Are you putting your sex life on hold for your career?
29 May 2018 HEALTH & WELLNESS
By: Natasha Archary
Your smartphone is always in hand, you take work home everyday, you’re always checking emails (even at the dinner table) and you never decline a call. Taking your profession seriously is a great trait to have. It shows dedication to building your career and your perserverance to make it at all costs. But what if it’s costing you in the bedroom?
Most people are reluctant to talk about their sex lives. That’s fair, some things should be kept private. But what if the only reason you choose not to divulge details about your bedroom activities is because it fails to live up to the ‘hype’. You hear your friends talk about their mindblowing marathons all the time and the most you’ve managed was a quickie in the laundry room while the kids were distracted by Peppa Pig.
You’ve had the longest day, riddled with queries, endless email trails, meeting after mundane meeting, deadlines for days, school runs and a crappy lunch at your desk and you finally get home. All you want to do is get through a dinner with the kids, survive bathtime, re-read “The three little pigs” for the thousandth time and get into bed.
But during dinner, your spouse/partner gave you “the look.” You know the one, that naughty glint in his eye is unmistakable. Ugh, how is he always in the mood? Bad day or not, this man is all fired up and ready to go regardless of how dishevelled you look.
“Not tonight babe, I have a monstrous headache and I still have a mountain of work to get through”
This has been your excuse for weeks now.
Sure you do your best to keep your work and personal life as separate as possible but it’s easier said than done.
Draw the line
It’s impossible to venture down every romantic lane to figure out where we’re going wrong in our relationships. But human beings are touch dependant. We yearn to feel wanted, desired, loved. Work, stress and never-ending to-do lists often mean we put our needs (and our partners’) at the bottom.
Sex experts have weighed in and have deciphered our orgasmic patterns to reveal the following:
- “You’re likely always going to have some stress in your life, so the key is to create an environment that allows you to be sexual,” says Ian Kerner, Ph.D, a psychotherapist and sexuality counselor.
- “Men are performance-driven. His ability to perform are tied to his failure or satisfaction in your eyes,” says Megan Fleming, Ph.D, New York sex and relationship expert.
So your unsatisfying sex life has a lot to do with your involvement, interest and/or lack thereof. It’s not just your partner that is to blame for the lacklustre, two-minute scheduled, missionary routine you get out the way once a week.
Prioritising your sex life means putting away your daily organiser and bringing spontaneity back. According to sex experts, many men cite anxiety about their performance as the main reason for less frequent sex. Most men maintain an erection for roughly three to five minutes, according to sex therapist Heide McConkey, this is normal.
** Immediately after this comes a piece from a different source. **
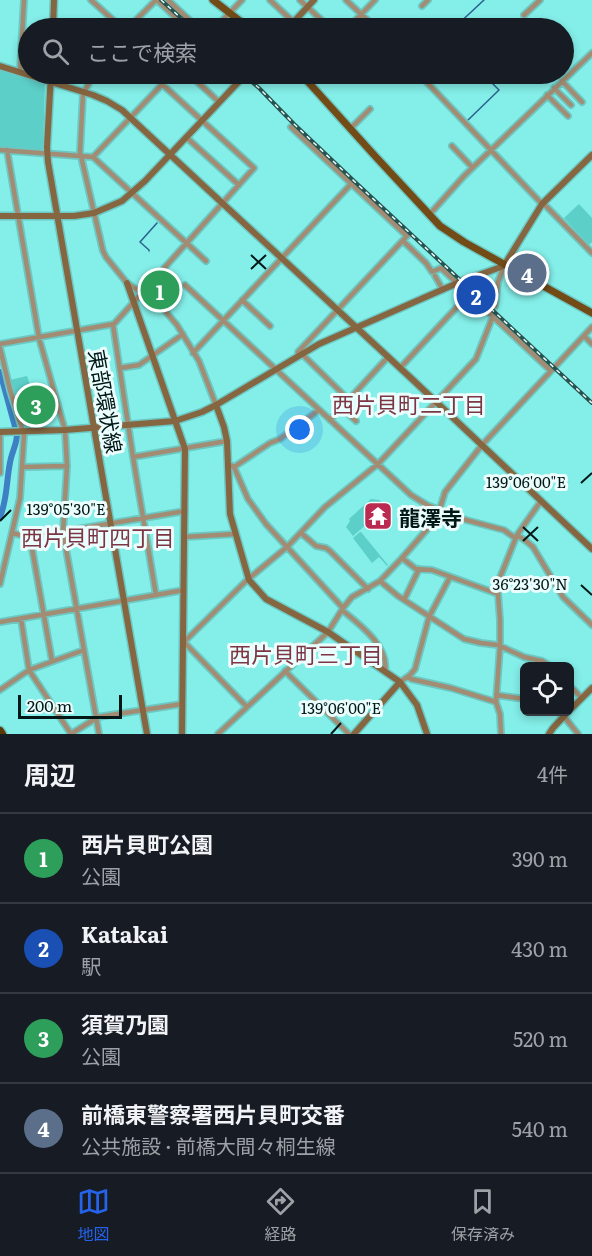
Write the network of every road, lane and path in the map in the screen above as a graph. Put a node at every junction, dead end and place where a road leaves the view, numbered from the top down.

No it doesn’t scream mindblowing and it’s not quite the Fifty Shades scene you’ve been daydreaming about all day. That we’re spending almost half our day at work, commuting to and from and then allocate just five minutes to our sexual needs is sad.
How often should we be having sex?
International research pins South Africans as one of the most sexually satisfied people in the world. Along with the Spanish, Mexicans and Italians, 66% of South Africans have orgasmic sex. How often is however an undetermined and yet vital question.
According to research by Playboy magazine, 18 to 29 year-olds should be having sex upto 112 times a year. That’s twice a week. The numbers decline with age unfortunately, which means that the average 30 to 40 year-old South African should be having sex only 69 times (see what I did there) a year. That’s about twice a month.
That’s it? Twice a month for a maximum five minutes? Research has been wrong before right? One would certainly hope so, although there have been extensive studies on married couples and the numbers don’t look too great. Only 34% of married couples have sex two to three times a week, with 15% having had no sex for upto six months.
Wowza. There are a number of reasons for dry spells and whether they admit it or not, every couple goes through lulls at some point. The key is in indentifying that there is a disconnect and doing whatever it takes to bridge that gap at all costs. Surely that mountain of work can wait five minutes!